*To do*
Leaving out every line that comes before the one containing "Which roads connect", output the rest of the records exactly, the final line included.
--- START ---
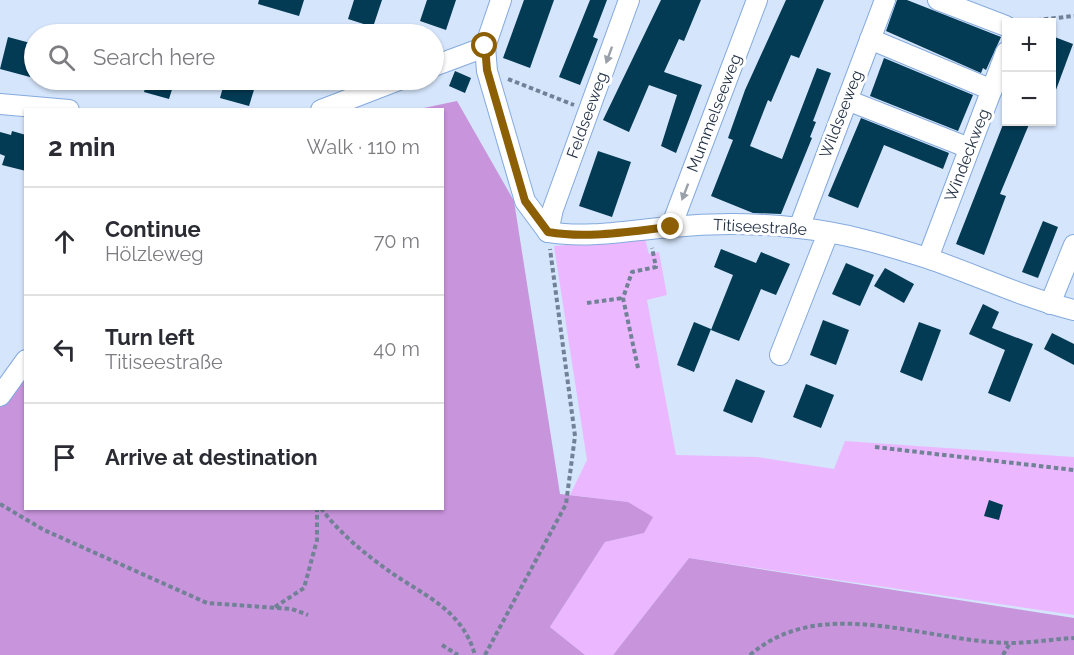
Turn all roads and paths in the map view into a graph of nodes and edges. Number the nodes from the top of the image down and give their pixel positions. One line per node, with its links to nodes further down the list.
1 (501, 0): 10 (street)
2 (630, 0): 20 (street, Feldseeweg, one-way to 20)
3 (757, 0): 22 (street, Mummelseeweg, one-way to 22)
4 (885, 0): 9 (street, Wildseeweg)
5 (938, 0): 8 (street)
6 (1074, 16): 7 (path)
7 (1056, 18)
8 (1002, 24)
9 (870, 39): 15 (street); 16 (street, Wildseeweg)
10 (485, 46): 11 (street); 13 (street)
11 (444, 62)
12 (1002, 63): 15 (street, Windeckweg)
13 (487, 70): 20 (path); 24 (street)
14 (373, 90): 19 (street)
15 (992, 90): 21 (street, Windeckweg)
16 (847, 100): 21 (street); 23 (street, Wildseeweg)
17 (0, 104): 18 (street)
18 (46, 108)
19 (326, 108)
20 (588, 111): 24 (street, Feldseeweg)
21 (969, 148): 28 (street, Windeckweg)
22 (671, 227): 23 (street, Titiseestraße); 24 (street, Titiseestraße)
23 (799, 228): 25 (street, Titiseestraße)
24 (548, 232): 49 (path)
25 (828, 233): 28 (street, Titiseestraße); 33 (street, Titiseestraße)
26 (650, 238): 29 (path)
27 (1074, 245): 31 (street)
28 (928, 258): 31 (street, Titiseestraße)
29 (623, 298): 30 (path); 35 (path)
30 (587, 303)
31 (1050, 304): 32 (street, Titiseestraße)
32 (1074, 310)
33 (780, 354)
34 (24, 363): 36 (street)
35 (638, 368)
36 (0, 396)
37 (874, 447): 38 (path)
38 (1074, 470)
39 (0, 504): 42 (path)
40 (319, 510): 42 (path)
41 (321, 510): 48 (path)
42 (274, 607): 43 (path)
43 (308, 615)
44 (1074, 638): 45 (path)
45 (1010, 643): 50 (path); 51 (path)
46 (442, 645): 47 (path)
47 (458, 655)
48 (475, 655)
49 (485, 655)
50 (750, 655)
51 (1003, 655)

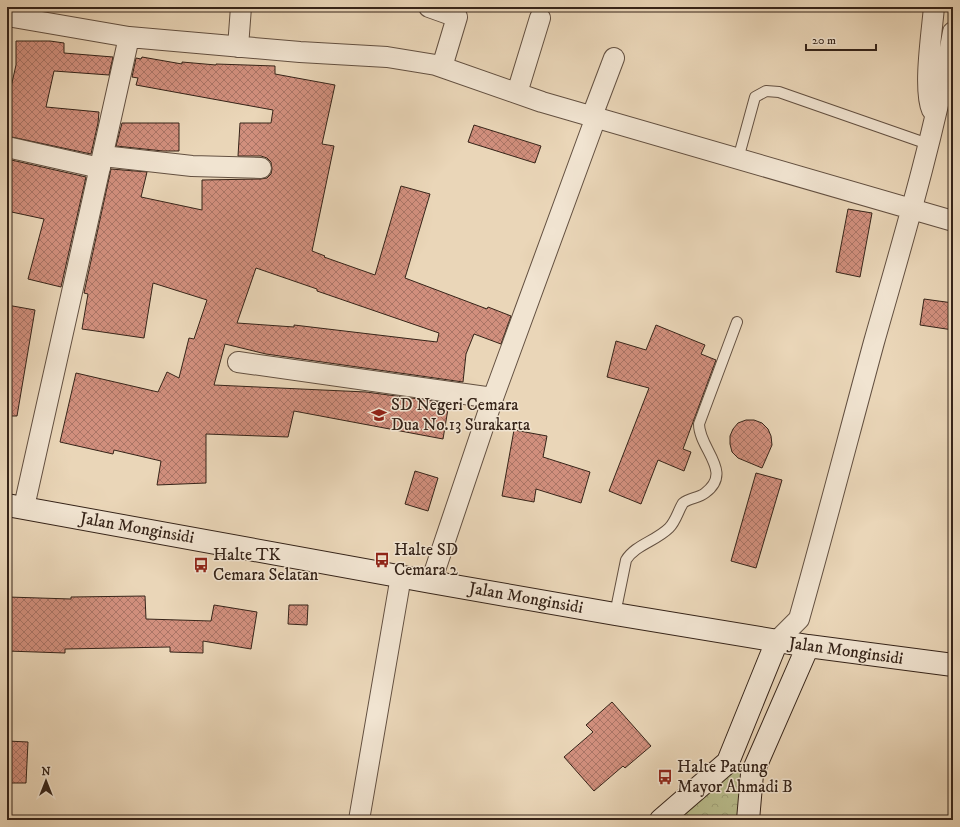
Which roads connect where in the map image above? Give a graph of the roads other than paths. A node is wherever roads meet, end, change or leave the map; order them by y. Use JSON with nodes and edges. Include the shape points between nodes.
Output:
--- END ---
*Written solution*
Which roads connect where in the map image above? Give a graph of the roads other than paths. A node is wherever roads meet, end, change or leave the map; order them by y. Use JSON with nodes and edges. Include the shape points between nodes.
Output:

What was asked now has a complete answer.